Harvey/Meadows Gallery’s recent contemporary ceramics exhibition Defining Visual Culture (Aspen, Colorado, December 20, 2015 – January 16, 2016) combined the work of Robert Brady, Tony Marsh, and Robert Silverman for a dynamic experience in image, form, and light. Together, the trio explores prominent experiences in modern visual culture ranging from Brady’s references to the graphic image to Silverman’s focus on color and icons of urban landscape, to Marsh’s familiar domestic forms, deconstructed.
Above Image: Robert Silverman, Untitled 1. Photograph courtesy of Harvey/Meadows Gallery.

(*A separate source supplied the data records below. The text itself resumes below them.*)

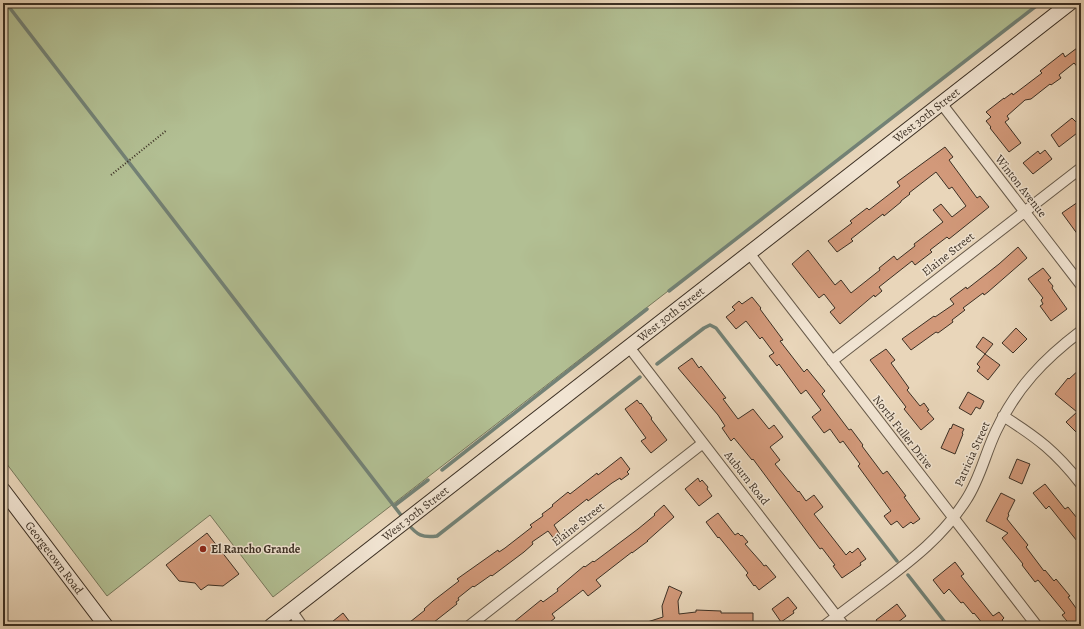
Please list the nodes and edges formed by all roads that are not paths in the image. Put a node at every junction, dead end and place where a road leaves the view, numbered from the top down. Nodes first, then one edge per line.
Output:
1 (1070, 3) edge
2 (941, 103) junction
3 (1081, 168) edge
4 (1024, 211) junction
5 (749, 253) junction
6 (1081, 285) edge
7 (1081, 330) edge
8 (629, 347) junction
9 (832, 361) junction
10 (1003, 416) junction
11 (703, 443) junction
12 (1081, 484) edge
13 (3, 490) edge
14 (953, 518) junction
15 (291, 610) junction
16 (837, 617) junction
17 (106, 626) edge
18 (271, 626) edge
19 (302, 626) edge
20 (468, 626) edge
21 (824, 626) edge
22 (844, 626) edge
23 (1037, 626) edge

1 - 2 street, West 30th Street
2 - 4 street, Winton Avenue
2 - 5 street, West 30th Street
3 - 4 street, Elaine Street
4 - 6 street, Winton Avenue
4 - 9 street, Elaine Street
5 - 8 street, West 30th Street
5 - 9 street, North Fuller Drive
7 - 10 street, Patricia Street
8 - 11 street, Auburn Road
8 - 15 street, West 30th Street
9 - 14 street, North Fuller Drive
10 - 12 street
10 - 14 street, Patricia Street
11 - 16 street, Auburn Road
11 - 20 street, Elaine Street
13 - 17 street, Georgetown Road
14 - 16 street, Patricia Street
14 - 23 street, North Fuller Drive
15 - 18 street, West 30th Street
15 - 19 street
16 - 21 street, Patricia Street
16 - 22 street, Auburn Road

Tony Marsh, a celebrated sculptor and Program Chair of Ceramic Arts for more than 25 years at California State University, Long Beach, covers the domestic realm of visual culture with his perforated arrangements. He builds thin porcelain forms and then deconstructs them with tiny evenly spaced holes, filling the voids with light and achieving a virgin sense of how an object sits in space. The objects deceptively imply that everything is exposed, but still hide moments of their interior. The experience feels like movement in your peripheral vision alluding direct focus, making you feel slightly insane, but finding comfort in knowing that no one else can sense your hallucinatory struggles. The artist explains:
“There is something ironic if not dynamic about taking a material like clay which is dense, opaque and ruled by gravity, creating eggshell thin forms and then removing as much material as possible, one hole at a time, and replacing material with light. The more material I remove, the more visually intense the work becomes.”
Marsh also showed a piece from his Terra Cotta House Series that is a departure from his airy, light-filled work.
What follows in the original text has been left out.